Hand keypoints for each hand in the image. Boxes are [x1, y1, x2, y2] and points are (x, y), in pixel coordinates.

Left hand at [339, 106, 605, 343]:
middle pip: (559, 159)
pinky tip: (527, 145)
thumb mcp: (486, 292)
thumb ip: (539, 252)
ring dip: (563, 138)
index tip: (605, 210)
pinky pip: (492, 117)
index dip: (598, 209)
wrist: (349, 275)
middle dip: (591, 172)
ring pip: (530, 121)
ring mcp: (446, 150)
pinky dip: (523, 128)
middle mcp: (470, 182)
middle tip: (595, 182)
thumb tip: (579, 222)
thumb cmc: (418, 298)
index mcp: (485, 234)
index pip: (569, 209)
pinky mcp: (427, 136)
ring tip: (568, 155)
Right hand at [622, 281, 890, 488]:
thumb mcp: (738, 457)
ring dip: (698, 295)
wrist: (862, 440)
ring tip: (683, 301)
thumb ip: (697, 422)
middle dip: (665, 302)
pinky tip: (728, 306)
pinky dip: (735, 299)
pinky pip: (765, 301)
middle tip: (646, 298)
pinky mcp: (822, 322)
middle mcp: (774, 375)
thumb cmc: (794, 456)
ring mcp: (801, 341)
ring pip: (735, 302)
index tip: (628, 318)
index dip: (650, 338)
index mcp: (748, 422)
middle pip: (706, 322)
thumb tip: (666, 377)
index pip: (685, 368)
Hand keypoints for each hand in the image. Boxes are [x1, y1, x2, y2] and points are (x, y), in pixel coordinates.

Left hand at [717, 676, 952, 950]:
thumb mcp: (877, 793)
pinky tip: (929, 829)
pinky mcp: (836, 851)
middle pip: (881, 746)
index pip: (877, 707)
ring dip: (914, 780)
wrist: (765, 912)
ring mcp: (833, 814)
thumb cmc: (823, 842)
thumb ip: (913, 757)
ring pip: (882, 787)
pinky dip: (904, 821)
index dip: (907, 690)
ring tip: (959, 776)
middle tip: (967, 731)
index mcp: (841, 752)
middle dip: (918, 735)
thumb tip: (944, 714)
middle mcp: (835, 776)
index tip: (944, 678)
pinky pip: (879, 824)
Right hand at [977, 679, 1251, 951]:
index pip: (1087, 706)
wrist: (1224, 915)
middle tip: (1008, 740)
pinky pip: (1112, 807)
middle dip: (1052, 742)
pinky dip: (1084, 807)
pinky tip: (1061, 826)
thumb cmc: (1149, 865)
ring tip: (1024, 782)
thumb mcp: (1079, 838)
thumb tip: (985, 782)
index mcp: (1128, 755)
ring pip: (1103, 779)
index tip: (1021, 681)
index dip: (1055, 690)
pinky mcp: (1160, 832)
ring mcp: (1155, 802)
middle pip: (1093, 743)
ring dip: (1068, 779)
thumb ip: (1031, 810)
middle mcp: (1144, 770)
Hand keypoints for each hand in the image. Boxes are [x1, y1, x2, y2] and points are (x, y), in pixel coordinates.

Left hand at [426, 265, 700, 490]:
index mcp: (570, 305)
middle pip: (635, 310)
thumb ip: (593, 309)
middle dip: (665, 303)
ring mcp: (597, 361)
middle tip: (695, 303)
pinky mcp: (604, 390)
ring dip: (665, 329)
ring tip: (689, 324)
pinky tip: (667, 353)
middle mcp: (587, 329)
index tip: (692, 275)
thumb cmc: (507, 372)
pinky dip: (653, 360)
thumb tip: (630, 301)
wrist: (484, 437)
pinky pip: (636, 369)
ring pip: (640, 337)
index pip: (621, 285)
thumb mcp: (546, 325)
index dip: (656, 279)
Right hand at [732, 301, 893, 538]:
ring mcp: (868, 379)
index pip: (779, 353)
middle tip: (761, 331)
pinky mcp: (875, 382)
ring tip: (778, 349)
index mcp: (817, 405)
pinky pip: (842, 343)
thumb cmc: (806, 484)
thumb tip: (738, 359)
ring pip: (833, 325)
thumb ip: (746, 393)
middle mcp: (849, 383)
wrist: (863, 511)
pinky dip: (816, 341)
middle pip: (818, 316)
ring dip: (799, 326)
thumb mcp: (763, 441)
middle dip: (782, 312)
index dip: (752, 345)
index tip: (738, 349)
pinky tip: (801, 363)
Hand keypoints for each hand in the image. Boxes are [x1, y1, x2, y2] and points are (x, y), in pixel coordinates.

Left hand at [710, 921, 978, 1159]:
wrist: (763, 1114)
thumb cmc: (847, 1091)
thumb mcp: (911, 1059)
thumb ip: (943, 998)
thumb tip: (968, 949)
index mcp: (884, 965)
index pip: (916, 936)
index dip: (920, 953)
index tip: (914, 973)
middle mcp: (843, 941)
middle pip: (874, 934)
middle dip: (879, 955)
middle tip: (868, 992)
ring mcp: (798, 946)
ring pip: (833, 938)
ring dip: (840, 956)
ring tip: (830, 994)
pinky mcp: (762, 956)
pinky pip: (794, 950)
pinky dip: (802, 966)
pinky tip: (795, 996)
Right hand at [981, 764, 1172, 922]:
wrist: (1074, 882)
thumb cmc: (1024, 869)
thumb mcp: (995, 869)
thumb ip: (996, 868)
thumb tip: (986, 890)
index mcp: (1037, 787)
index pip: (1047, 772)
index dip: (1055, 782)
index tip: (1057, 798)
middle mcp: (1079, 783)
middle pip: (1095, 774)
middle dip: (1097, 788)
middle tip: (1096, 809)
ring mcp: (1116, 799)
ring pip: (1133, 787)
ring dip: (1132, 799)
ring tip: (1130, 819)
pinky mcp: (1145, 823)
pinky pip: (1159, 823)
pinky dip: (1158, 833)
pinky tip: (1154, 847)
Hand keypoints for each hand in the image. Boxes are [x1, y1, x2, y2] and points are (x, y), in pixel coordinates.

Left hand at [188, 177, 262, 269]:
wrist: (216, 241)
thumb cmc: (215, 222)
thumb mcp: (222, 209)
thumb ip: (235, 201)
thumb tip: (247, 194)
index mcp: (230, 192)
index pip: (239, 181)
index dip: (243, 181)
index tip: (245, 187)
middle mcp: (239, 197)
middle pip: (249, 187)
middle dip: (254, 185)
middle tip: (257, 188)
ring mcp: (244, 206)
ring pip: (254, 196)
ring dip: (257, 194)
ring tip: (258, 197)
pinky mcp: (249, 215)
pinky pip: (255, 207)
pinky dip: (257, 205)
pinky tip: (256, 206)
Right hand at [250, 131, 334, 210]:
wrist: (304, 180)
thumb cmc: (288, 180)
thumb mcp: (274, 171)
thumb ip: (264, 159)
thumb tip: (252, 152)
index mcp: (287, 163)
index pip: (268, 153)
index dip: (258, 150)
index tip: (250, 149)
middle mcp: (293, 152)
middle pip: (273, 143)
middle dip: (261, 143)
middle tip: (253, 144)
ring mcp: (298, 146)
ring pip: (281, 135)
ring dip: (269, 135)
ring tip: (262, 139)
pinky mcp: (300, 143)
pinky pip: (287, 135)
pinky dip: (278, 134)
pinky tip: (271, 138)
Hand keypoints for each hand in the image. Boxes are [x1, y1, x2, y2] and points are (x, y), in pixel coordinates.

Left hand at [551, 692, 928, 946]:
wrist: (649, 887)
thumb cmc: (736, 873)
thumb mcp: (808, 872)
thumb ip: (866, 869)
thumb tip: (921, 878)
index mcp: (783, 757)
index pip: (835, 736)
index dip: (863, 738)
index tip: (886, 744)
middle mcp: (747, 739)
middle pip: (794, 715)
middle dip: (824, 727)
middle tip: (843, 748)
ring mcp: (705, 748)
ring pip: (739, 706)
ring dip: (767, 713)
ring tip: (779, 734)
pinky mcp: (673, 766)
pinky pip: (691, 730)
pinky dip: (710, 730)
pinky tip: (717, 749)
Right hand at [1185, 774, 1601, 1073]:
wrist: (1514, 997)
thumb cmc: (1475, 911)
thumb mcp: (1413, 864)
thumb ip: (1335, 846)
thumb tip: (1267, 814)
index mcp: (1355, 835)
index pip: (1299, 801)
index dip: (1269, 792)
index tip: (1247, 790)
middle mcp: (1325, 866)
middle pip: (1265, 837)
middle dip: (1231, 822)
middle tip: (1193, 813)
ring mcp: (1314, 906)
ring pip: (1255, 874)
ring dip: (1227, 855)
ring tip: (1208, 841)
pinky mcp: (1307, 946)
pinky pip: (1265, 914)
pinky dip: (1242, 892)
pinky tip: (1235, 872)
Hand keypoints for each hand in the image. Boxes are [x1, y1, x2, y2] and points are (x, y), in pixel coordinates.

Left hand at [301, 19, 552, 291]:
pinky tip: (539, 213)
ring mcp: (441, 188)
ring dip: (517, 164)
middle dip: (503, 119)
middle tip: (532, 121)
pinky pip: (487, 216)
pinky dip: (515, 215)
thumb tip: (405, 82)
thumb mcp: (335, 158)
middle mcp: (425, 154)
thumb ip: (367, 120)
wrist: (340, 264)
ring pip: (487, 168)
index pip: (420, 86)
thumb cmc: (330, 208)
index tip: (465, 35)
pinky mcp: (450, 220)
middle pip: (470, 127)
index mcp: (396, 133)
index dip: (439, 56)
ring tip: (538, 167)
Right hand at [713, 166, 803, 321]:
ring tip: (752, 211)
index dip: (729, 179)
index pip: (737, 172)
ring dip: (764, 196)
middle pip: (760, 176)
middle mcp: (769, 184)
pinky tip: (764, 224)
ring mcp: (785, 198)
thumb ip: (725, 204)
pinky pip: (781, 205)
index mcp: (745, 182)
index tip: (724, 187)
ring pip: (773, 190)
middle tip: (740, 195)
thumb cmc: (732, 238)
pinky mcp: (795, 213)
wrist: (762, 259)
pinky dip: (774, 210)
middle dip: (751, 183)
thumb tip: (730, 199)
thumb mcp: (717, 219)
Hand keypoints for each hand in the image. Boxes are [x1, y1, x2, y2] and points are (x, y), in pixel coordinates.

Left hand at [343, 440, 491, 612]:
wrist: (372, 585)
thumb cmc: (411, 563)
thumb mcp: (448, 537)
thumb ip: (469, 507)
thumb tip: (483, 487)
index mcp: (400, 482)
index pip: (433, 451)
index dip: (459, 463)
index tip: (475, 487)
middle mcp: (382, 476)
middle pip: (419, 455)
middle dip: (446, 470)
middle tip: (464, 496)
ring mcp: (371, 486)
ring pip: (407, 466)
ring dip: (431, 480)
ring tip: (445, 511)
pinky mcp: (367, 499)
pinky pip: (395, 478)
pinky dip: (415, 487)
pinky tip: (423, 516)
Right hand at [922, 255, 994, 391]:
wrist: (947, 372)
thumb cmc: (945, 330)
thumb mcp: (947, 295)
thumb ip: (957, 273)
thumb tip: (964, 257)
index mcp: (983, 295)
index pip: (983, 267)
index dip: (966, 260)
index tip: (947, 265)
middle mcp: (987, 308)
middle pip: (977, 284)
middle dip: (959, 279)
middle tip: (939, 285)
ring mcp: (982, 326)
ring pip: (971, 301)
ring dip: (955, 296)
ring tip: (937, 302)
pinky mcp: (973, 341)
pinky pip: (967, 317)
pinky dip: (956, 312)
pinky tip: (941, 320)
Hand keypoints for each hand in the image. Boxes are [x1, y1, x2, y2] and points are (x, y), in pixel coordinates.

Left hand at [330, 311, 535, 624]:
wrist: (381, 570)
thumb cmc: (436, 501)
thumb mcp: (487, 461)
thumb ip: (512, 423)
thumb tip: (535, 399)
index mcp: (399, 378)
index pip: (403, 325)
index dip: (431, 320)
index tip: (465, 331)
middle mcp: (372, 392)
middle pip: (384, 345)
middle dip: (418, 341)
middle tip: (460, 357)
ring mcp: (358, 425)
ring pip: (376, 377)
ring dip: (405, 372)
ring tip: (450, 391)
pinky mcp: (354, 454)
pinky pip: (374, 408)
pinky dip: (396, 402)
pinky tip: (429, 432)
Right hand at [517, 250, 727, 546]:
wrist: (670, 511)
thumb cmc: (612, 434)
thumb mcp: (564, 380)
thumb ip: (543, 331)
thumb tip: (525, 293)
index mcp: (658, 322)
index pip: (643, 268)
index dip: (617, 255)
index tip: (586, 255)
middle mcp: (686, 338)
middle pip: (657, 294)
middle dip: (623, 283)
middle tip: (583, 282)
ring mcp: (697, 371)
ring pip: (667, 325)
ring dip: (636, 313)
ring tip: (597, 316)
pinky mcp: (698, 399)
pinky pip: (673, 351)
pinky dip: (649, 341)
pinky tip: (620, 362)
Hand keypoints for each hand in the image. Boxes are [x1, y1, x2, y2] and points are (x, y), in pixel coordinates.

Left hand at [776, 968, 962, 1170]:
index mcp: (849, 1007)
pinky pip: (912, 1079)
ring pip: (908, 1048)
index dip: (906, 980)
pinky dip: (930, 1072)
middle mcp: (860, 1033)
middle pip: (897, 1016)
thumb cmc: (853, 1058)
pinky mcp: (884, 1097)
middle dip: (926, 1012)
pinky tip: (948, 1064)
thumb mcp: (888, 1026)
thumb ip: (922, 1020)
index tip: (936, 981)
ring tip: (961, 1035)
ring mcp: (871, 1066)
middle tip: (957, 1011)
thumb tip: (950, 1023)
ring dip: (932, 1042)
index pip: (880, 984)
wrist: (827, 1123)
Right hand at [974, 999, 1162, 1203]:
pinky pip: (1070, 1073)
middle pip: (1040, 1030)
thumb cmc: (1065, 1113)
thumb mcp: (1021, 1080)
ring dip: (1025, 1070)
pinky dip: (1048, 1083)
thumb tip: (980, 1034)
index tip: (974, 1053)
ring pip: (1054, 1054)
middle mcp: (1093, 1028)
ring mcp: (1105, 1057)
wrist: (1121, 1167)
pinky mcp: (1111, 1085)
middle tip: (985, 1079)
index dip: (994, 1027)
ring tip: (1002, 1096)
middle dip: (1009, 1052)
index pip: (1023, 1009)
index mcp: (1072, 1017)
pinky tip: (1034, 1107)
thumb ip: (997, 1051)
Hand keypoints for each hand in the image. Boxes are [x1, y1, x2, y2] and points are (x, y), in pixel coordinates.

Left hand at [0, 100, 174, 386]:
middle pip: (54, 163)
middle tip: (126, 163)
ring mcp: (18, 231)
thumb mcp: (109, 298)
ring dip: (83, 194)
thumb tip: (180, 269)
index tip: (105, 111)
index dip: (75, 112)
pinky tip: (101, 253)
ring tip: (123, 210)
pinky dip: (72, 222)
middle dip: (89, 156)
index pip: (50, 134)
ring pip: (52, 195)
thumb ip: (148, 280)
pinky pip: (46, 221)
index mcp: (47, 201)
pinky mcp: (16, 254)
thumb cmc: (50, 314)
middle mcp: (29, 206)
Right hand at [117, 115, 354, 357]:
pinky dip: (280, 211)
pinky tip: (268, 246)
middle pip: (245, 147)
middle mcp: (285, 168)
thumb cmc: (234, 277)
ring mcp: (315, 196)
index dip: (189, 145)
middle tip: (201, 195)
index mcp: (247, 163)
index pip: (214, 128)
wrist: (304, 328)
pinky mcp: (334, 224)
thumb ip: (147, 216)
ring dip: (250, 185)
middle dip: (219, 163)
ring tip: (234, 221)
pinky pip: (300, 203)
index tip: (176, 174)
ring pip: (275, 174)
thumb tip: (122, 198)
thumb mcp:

• What to do
Of the lines above, output exactly those from the line bearing "index mcp: (1128, 755)" through the line bearing "pinky tip: (667, 353)", inclusive.

• Answer to this exercise
index mcp: (1128, 755)
ring pip: (1103, 779)
index tip: (1021, 681)
index dip: (1055, 690)
pinky mcp: (1160, 832)
ring mcp: (1155, 802)
middle pip: (1093, 743)
ring dip: (1068, 779)
thumb ip: (1031, 810)
middle mcp: (1144, 770)
Hand keypoints for each hand in the image. Boxes are [x1, y1, x2, y2] and points are (x, y), in pixel coordinates.

Left hand at [426, 265, 700, 490]:
index mcp: (570, 305)
middle pip: (635, 310)
thumb ip: (593, 309)
middle dip: (665, 303)
ring mcp: (597, 361)
middle tip: (695, 303)
pinky mcp: (604, 390)
ring dip: (665, 329)
ring tip: (689, 324)
pinky tip: (667, 353)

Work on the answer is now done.